That’s not a proxy for suffering; it is caring about more than just suffering. You might oppose making animals’ brains smaller because it also reduces their ability to feel pleasure, and you value pleasure in addition to pain. You might oppose amputating non-essential body parts because that reduces the animal’s capacity for pleasurable experiences of the sort the species tends to experience. You might oppose breeding animals that enjoy pain because of the predictable injuries and shorter lifespan that would result: physical health and fitness is conventionally included in many definitions of animal welfare. You might also be a deontologist who is opposed to certain interventions as a violation of the animal’s rights or dignity.
Not being a negative utilitarian is not a bias.
That’s not a proxy for suffering; it is caring about more than just suffering
Yes, I agree with all that! I am not advocating that one approach is right and all the others are wrong. I have no prescriptive intentions about animals. I am advocating being honest with oneself about your preferences.
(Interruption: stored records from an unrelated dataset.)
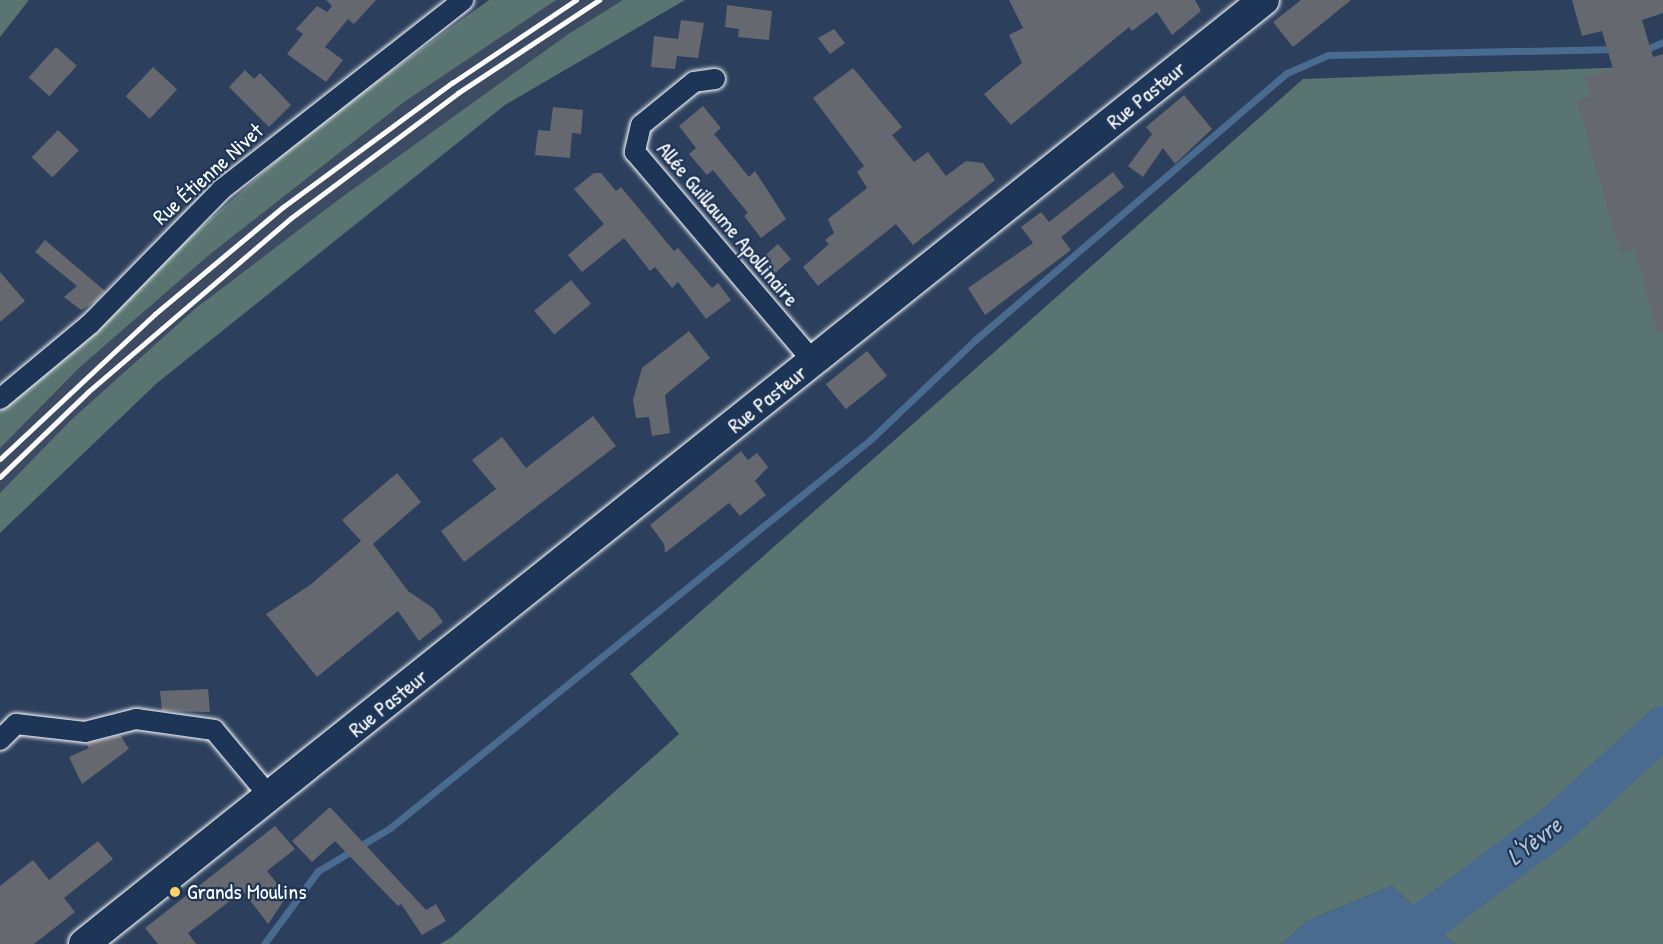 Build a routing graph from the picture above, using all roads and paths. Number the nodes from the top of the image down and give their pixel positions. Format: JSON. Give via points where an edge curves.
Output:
{"nodes":[{"id":1,"x":463,"y":0,"type":"edge"},
{"id":2,"x":1264,"y":0,"type":"edge"},
{"id":3,"x":715,"y":78,"type":"dead end"},
{"id":4,"x":814,"y":362,"type":"junction"},
{"id":5,"x":0,"y":399,"type":"edge"},
{"id":6,"x":0,"y":740,"type":"edge"},
{"id":7,"x":270,"y":797,"type":"junction"},
{"id":8,"x":84,"y":944,"type":"edge"}],
"edges":[{"from":1,"to":5,"type":"street","name":"Rue Étienne Nivet","via":[[221,190],[90,324]]},
{"from":2,"to":4,"type":"main road","name":"Rue Pasteur"},
{"from":3,"to":4,"type":"street","name":"Allée Guillaume Apollinaire","via":[[694,82],[642,125],[635,152]]},
{"from":4,"to":7,"type":"main road","name":"Rue Pasteur"},
{"from":6,"to":7,"type":"street","via":[[16,724],[85,732],[136,719],[214,730]]},
{"from":7,"to":8,"type":"main road","name":"Rue Pasteur"}]}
If you proclaim to care about the reduction of animal suffering yet really care about many other metrics just as much, spend time reflecting on what your real values are, instead of doing motte-and-bailey when pressed. (This is a generic “you”, not you personally.)
It seems like you are the one doing some kind of motte-and-bailey, given you made a post called “Wirehead your Chickens” arguing for wireheading chickens and having a rather dismissive tone towards the opposing side, and now you’re saying the real point was that negative utilitarian rhetoric is too emphasized compared to the moral systems which are actually used by EAs. (By the way, the prominence of negative utilitarian rhetoric is one of My Issues With EA Let Me Show You Them.)
Sorry about the miscommunication. Disengaging, since I do not find focusing on form over substance all that productive. I have accepted your criticism about the tone as valid.
I’m surprised that you’re mentioning only non-negative utilitarianism and deontology, rather than the capability utilitarianism you recently signal-boosted, which I think is a more psychologically realistic explanation of people’s reactions to the idea of wireheading.